Add your options - Enter the choices you are evaluating (e.g. Candidate A, React, Vendor X). You can add as many as you need.
Score each option - A scoring table appears automatically. Rate each option from 1 to 10 on every criterion. Be honest and consistent with your scale.
Calculate the winner - Click the "Calculate Winner" button. The tool multiplies each score by its criterion weight, totals everything up, and shows a visual bar chart ranking all options by their weighted percentage.
Export your results - Download the complete matrix as JSON (for further analysis) or CSV (for spreadsheets). Share the data with your team or archive it for future reference.
Key Features
Weighted criteria scoring - Assign importance weights (1 to 10) so critical factors count more than nice-to-haves in the final calculation.
Quick-start templates - Four built-in presets (Hiring Decision, Tech Stack Choice, Vendor Selection, Location/Office) with pre-configured criteria and sample options to get started in seconds.
Visual results chart - Animated bar chart instantly shows the winner highlighted with a gradient and all other options ranked by percentage score.
JSON and CSV export - Download your complete decision matrix data for use in spreadsheets, reports, or team presentations.
Auto-save to browser storage - Your criteria, options, and scores persist automatically in localStorage. Close the tab and come back later without losing your work.
100% private and offline - No data leaves your browser. No accounts, no servers, no tracking. Works without an internet connection after the page loads.
Common Use Cases
Product managers use this decision matrix tool to prioritize features by scoring them against impact, effort, and strategic alignment. Engineering teams compare frameworks and libraries by weighing performance, ecosystem maturity, learning curve, and scalability. Hiring managers evaluate job candidates objectively by scoring technical skills, culture fit, communication, and growth potential with predetermined weights. Procurement teams compare vendor proposals against cost, reliability, support quality, and integration ease. Students and researchers use it for structured comparison in academic papers. Anyone facing a complex choice with multiple factors benefits from removing emotional bias and seeing a data-driven result.

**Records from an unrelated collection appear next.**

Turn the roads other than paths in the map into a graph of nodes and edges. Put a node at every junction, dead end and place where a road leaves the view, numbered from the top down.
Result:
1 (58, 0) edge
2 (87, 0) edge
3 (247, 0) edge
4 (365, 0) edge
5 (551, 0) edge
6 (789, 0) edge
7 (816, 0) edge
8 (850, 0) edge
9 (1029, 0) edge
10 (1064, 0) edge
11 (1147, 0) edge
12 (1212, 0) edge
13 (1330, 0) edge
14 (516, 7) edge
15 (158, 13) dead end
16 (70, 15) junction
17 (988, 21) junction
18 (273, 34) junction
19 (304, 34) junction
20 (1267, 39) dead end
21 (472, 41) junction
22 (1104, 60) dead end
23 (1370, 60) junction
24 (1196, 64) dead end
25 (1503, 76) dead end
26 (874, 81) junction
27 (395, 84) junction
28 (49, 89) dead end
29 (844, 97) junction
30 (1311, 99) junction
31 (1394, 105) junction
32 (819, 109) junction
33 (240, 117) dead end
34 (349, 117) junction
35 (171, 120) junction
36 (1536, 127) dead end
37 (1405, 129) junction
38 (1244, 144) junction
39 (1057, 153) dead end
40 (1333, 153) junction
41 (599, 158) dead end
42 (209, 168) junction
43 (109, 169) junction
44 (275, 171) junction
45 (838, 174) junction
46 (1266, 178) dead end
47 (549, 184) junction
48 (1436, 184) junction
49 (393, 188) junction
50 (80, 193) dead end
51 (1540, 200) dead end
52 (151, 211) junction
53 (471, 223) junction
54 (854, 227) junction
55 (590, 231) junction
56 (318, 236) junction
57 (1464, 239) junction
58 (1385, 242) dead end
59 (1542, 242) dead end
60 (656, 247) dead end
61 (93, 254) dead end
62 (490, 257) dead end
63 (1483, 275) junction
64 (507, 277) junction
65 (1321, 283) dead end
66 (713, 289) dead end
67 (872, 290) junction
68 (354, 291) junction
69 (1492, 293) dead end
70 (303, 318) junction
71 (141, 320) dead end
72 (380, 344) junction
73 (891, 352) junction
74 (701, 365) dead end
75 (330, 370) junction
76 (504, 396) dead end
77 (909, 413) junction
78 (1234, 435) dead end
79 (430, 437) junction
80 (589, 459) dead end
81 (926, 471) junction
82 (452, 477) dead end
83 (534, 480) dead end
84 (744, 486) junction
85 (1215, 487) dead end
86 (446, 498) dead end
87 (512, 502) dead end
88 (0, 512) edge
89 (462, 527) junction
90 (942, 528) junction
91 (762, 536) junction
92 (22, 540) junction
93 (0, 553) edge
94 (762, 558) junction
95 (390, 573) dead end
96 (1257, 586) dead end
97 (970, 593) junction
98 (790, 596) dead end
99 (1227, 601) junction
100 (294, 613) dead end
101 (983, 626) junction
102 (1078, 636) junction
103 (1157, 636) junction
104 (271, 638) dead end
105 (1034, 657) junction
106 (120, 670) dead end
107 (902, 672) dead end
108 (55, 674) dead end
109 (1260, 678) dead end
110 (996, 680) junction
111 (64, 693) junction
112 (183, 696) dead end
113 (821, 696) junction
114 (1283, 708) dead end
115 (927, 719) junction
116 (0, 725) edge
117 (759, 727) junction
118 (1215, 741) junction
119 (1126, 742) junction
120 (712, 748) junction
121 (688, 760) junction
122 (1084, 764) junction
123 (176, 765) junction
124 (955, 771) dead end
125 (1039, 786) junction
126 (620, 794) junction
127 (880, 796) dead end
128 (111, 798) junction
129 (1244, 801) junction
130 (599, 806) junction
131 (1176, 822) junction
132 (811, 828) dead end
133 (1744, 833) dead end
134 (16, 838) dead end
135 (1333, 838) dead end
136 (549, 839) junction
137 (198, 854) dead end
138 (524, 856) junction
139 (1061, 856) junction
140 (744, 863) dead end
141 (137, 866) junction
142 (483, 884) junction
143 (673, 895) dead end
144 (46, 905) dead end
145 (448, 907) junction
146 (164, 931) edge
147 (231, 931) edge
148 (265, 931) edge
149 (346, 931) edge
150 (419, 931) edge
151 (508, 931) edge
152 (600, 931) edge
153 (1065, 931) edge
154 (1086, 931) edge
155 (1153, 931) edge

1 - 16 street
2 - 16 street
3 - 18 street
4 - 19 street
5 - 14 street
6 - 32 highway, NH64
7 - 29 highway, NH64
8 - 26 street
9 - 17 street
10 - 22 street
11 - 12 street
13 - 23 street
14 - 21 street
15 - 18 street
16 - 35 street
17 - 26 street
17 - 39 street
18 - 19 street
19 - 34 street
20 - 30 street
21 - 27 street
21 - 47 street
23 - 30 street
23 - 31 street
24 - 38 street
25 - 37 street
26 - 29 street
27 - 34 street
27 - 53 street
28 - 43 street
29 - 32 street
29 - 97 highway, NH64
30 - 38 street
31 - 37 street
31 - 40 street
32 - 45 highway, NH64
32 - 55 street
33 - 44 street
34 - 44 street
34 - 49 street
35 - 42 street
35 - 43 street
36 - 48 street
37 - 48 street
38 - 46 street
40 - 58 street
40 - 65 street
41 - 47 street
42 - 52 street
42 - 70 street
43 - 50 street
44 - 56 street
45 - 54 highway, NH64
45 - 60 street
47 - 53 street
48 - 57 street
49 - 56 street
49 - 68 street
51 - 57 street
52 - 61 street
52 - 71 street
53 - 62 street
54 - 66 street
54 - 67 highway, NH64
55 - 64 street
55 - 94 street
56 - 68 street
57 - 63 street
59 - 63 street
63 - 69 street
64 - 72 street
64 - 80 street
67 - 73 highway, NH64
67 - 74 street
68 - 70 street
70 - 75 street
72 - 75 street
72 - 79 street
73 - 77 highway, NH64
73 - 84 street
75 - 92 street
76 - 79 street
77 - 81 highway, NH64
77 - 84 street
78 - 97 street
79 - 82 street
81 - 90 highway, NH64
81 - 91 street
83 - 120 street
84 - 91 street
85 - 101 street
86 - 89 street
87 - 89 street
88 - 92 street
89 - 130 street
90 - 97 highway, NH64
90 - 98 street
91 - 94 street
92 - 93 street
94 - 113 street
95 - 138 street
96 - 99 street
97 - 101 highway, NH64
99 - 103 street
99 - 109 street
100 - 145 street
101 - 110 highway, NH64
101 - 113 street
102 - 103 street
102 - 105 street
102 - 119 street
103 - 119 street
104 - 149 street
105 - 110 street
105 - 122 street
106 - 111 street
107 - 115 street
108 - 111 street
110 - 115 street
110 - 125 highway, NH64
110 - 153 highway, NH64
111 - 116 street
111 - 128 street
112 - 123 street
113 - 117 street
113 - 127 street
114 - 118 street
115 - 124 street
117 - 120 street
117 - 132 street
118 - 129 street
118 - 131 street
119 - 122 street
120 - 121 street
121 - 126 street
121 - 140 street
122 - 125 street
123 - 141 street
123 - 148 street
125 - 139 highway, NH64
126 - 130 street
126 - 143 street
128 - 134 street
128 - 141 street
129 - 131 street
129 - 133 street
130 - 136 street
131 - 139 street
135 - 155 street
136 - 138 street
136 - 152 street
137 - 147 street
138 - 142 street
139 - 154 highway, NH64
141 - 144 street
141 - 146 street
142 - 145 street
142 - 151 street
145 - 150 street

Frequently Asked Questions
How does the weighted scoring calculation work?
Each option receives a score (1 to 10) for every criterion. That score is multiplied by the criterion's weight. All weighted scores are summed to produce a total. The final percentage represents how close the option came to the maximum possible score (if every criterion scored a perfect 10). The option with the highest percentage wins.

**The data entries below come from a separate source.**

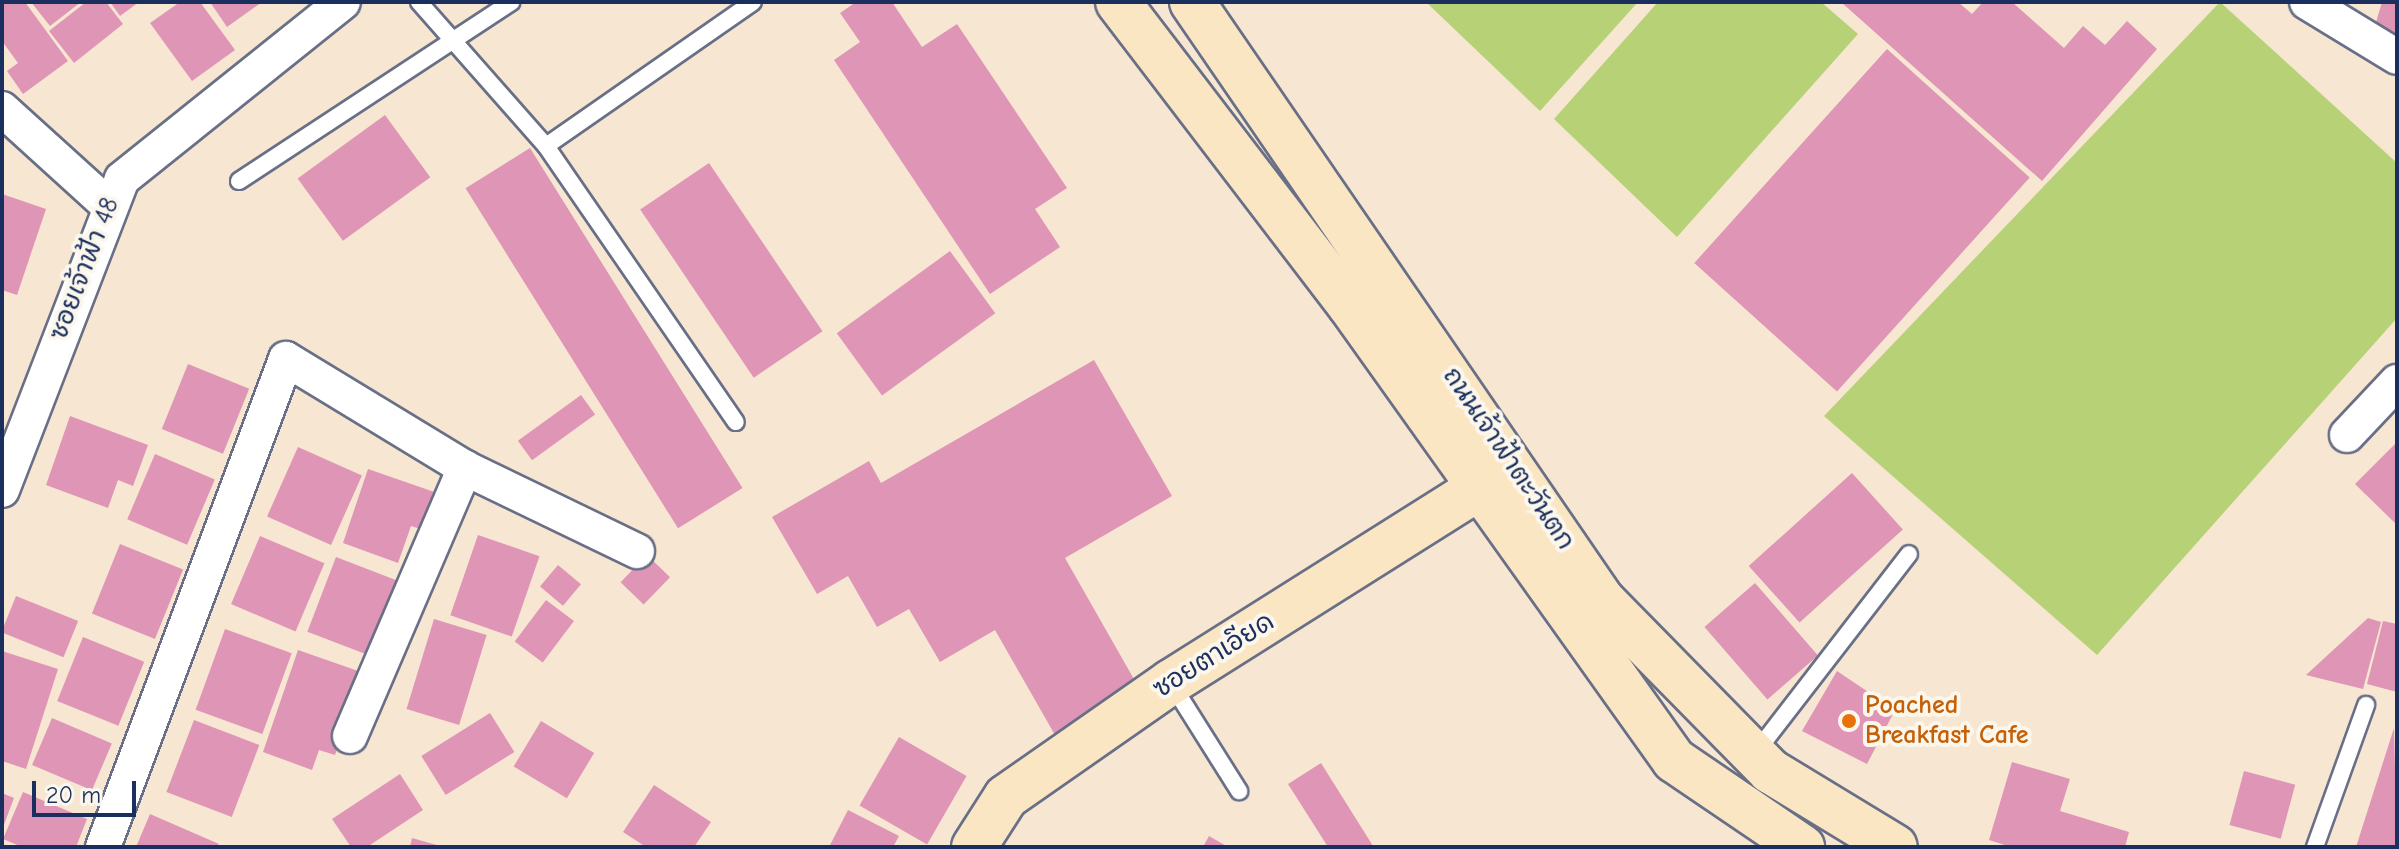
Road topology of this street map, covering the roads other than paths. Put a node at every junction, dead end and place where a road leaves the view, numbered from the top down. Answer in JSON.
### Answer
{"nodes":[{"id":1,"x":343,"y":2,"type":"edge"},
{"id":2,"x":419,"y":2,"type":"edge"},
{"id":3,"x":512,"y":2,"type":"edge"},
{"id":4,"x":753,"y":2,"type":"edge"},
{"id":5,"x":1118,"y":2,"type":"edge"},
{"id":6,"x":1206,"y":7,"type":"edge"},
{"id":7,"x":2327,"y":8,"type":"edge"},
{"id":8,"x":447,"y":40,"type":"junction"},
{"id":9,"x":2397,"y":57,"type":"edge"},
{"id":10,"x":2,"y":109,"type":"edge"},
{"id":11,"x":546,"y":146,"type":"junction"},
{"id":12,"x":239,"y":181,"type":"dead end"},
{"id":13,"x":108,"y":205,"type":"junction"},
{"id":14,"x":2397,"y":382,"type":"edge"},
{"id":15,"x":736,"y":422,"type":"dead end"},
{"id":16,"x":2347,"y":435,"type":"dead end"},
{"id":17,"x":1513,"y":465,"type":"junction"},
{"id":18,"x":465,"y":468,"type":"junction"},
{"id":19,"x":2,"y":490,"type":"edge"},
{"id":20,"x":1477,"y":492,"type":"junction"},
{"id":21,"x":637,"y":551,"type":"dead end"},
{"id":22,"x":1909,"y":554,"type":"dead end"},
{"id":23,"x":1171,"y":682,"type":"junction"},
{"id":24,"x":2366,"y":705,"type":"dead end"},
{"id":25,"x":350,"y":736,"type":"dead end"},
{"id":26,"x":1754,"y":754,"type":"junction"},
{"id":27,"x":1239,"y":791,"type":"dead end"},
{"id":28,"x":103,"y":847,"type":"edge"},
{"id":29,"x":974,"y":847,"type":"edge"},
{"id":30,"x":1802,"y":847,"type":"edge"},
{"id":31,"x":1895,"y":847,"type":"edge"},
{"id":32,"x":2315,"y":847,"type":"edge"}],
"edges":[{"from":1,"to":13,"type":"street","name":"ซอยเจ้าฟ้า 48"},
{"from":2,"to":8,"type":"lane"},
{"from":3,"to":8,"type":"lane"},
{"from":4,"to":11,"type":"lane"},
{"from":5,"to":20,"type":"main road","name":"ถนนเจ้าฟ้าตะวันตก"},
{"from":6,"to":17,"type":"main road","name":"ถนนเจ้าฟ้าตะวันตก"},
{"from":7,"to":9,"type":"street"},
{"from":8,"to":11,"type":"lane"},
{"from":8,"to":12,"type":"lane"},
{"from":10,"to":13,"type":"street"},
{"from":11,"to":15,"type":"lane"},
{"from":13,"to":19,"type":"street","name":"ซอยเจ้าฟ้า 48"},
{"from":14,"to":16,"type":"street"},
{"from":17,"to":20,"type":"main road","name":"ซอยตาเอียด"},
{"from":17,"to":26,"type":"main road","name":"ถนนเจ้าฟ้าตะวันตก"},
{"from":18,"to":21,"type":"street"},
{"from":18,"to":25,"type":"street"},
{"from":18,"to":28,"type":"street"},
{"from":20,"to":23,"type":"main road","name":"ซอยตาเอียด"},
{"from":20,"to":30,"type":"main road","name":"ถนนเจ้าฟ้าตะวันตก"},
{"from":22,"to":26,"type":"lane"},
{"from":23,"to":27,"type":"lane"},
{"from":23,"to":29,"type":"main road","name":"ซอยตาเอียด"},
{"from":24,"to":32,"type":"lane"},
{"from":26,"to":31,"type":"main road","name":"ถนนเจ้าฟ้าตะวันตก"}]}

Is my decision data stored on a server?
No. All your criteria, options, scores, and results are stored exclusively in your browser's localStorage. Nothing is transmitted to any server. Your decision data remains completely private on your device. Clearing your browser data will remove the saved state.
Can I use this decision matrix for team decisions?

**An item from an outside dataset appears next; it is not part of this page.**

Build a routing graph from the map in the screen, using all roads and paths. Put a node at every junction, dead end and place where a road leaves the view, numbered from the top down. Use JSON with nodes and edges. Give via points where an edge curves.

Yes. Set up your criteria and options, then have each team member score independently on their own device. Export each person's results as CSV, combine them in a spreadsheet, and average the scores for a fair group decision. The JSON export also works well for programmatic aggregation.
What is a good weight scale to use for criteria?
Use the full 1 to 10 range to create meaningful differentiation. A weight of 10 means the criterion is absolutely critical (a dealbreaker). A weight of 1 means it barely matters. Avoid giving every criterion the same weight, as that defeats the purpose of weighted scoring. A good practice: pick your most important factor and give it a 9 or 10, then rate everything else relative to that anchor.
How many criteria and options can I add?
There is no hard limit. You can add as many criteria and options as your decision requires. However, for practical usability, 4 to 8 criteria and 3 to 6 options work best. Too many criteria dilute the importance of individual factors, and too many options make the scoring table hard to fill out consistently.